De Capri nos trasladamos a Ischia, una de las joyas casi mitológicas de las bellezas del mediterráneo. Aquí está el más antiguo vestigio griego, esa copa de Néstor en la que hay una inconclusa frase: "yo soy la hermosa copa de Néstor, el que bebe de esta copa de inmediato será dominado por el deseo de Afrodita, la de la hermosa corona". No bebí en su copa, pero confieso que bebí otras copas, aquí al lado, en la isla de Procida es dónde Neruda bebió muchas copas entre cartas, amores y carteros silenciosos.
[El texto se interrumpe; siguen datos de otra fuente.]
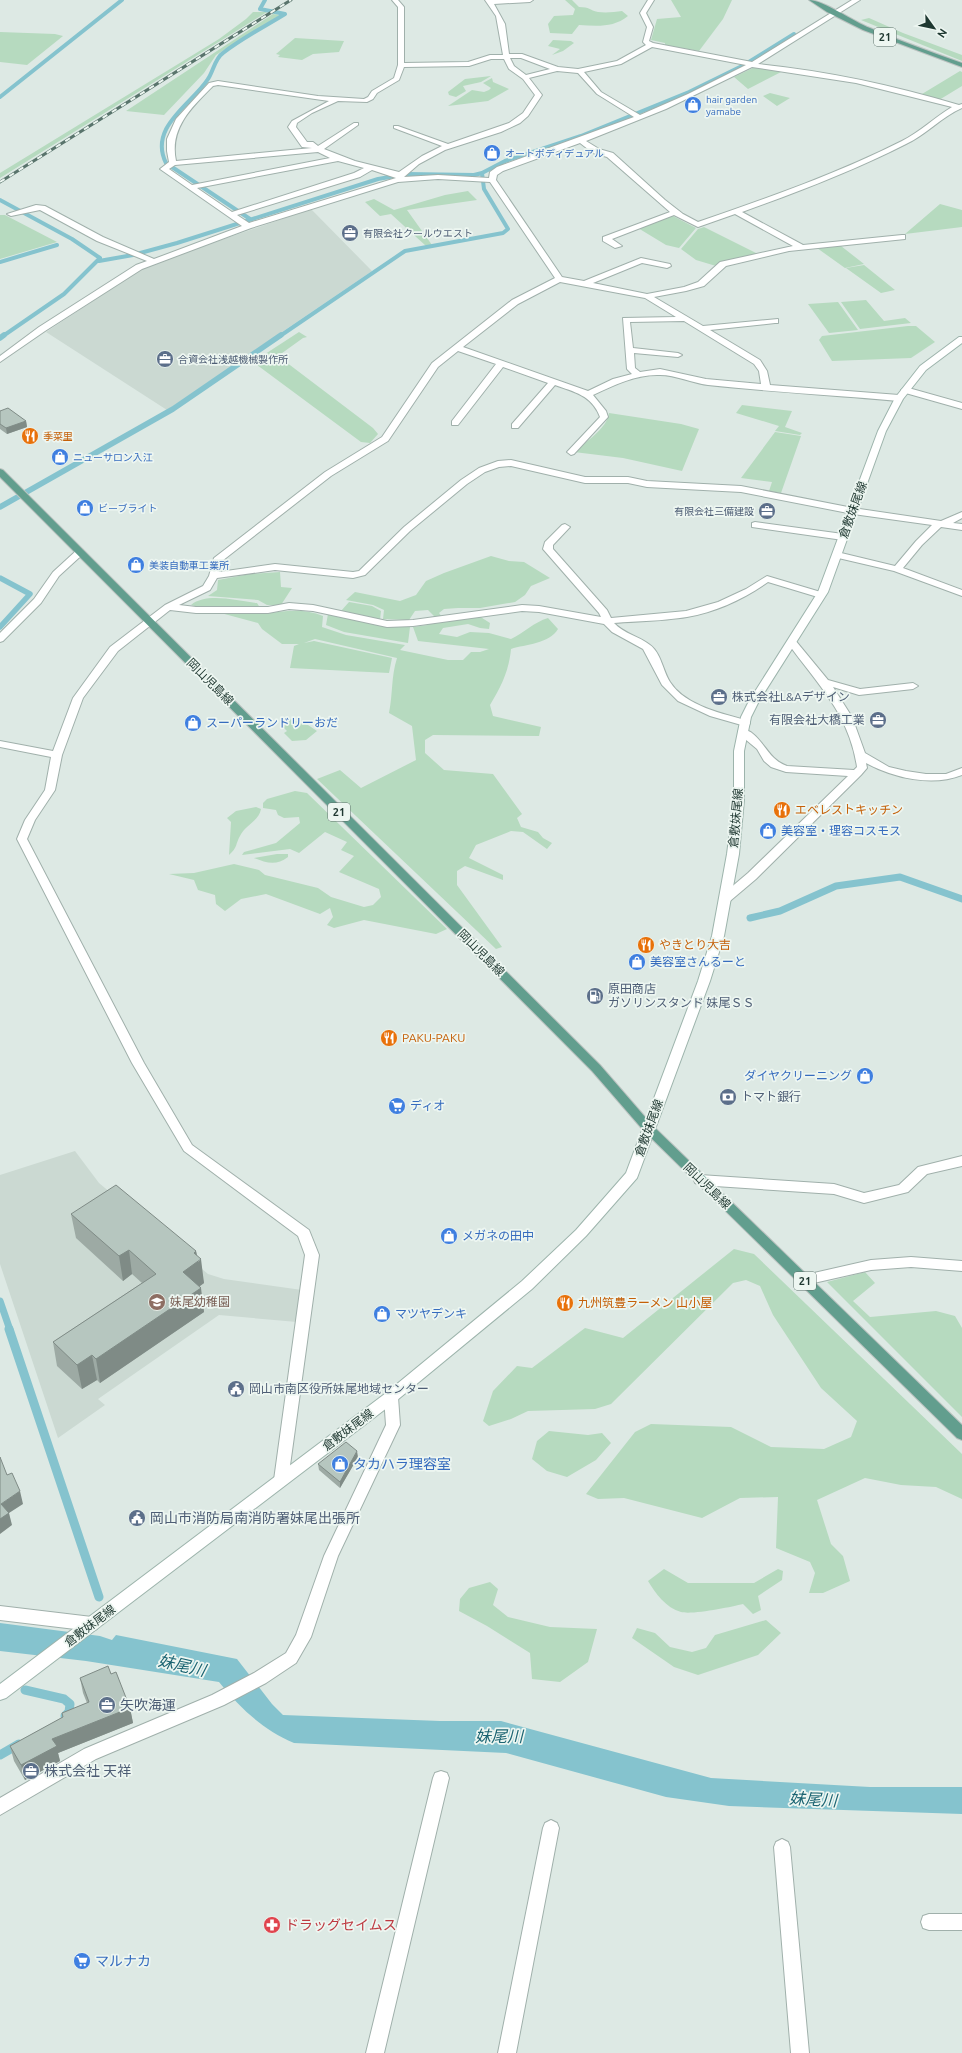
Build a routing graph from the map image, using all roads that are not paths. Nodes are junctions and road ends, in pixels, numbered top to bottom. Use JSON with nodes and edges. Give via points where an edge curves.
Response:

Esta mañana entraba el sol a mi habitación y apenas se podía ver la silueta imponente del Vesuvio, a la derecha el castillo de Los Aragoneses, con fascinantes historias de monjas que se pudren, amores que se esconden y dudas sobre los amores de Leonardo da Vinci y su posible modelo la española Constanza de Ávalos, la que Benedetto Croce decía era la modelo de "La Gioconda". No se mucho de la historia, pero nuestra hermosa guía isleña, una joven arquitecta que estudió en Madrid, dice que los dos eran "gays". El tiempo saca de sus armarios a los más recatados de los artistas y las princesas más misteriosas. Me divierto con esas historias.
Estoy en un festival de Cine y Gastronomía, en la isla que fascinó a Visconti, y todo un mundo de la "dolce vita" que hasta aquí vinieron atraídos por el mecenas, editor y agitador cultural, Ángelo Rizzoli. Estas islas están llenas de cine, llenas de decorados de películas que amamos, de escritores a los que hemos querido, a los que seguimos queriendo desde Virgilio hasta Patricia Highsmith.
A veces la belleza parece un decorado, un hermoso decorado. También la belleza tiene su lado convulso- si no es convulso, ¿podrá ser belleza?- y también recordamos que vivimos sobre las larvas de viejos volcanes. Y no tan viejos.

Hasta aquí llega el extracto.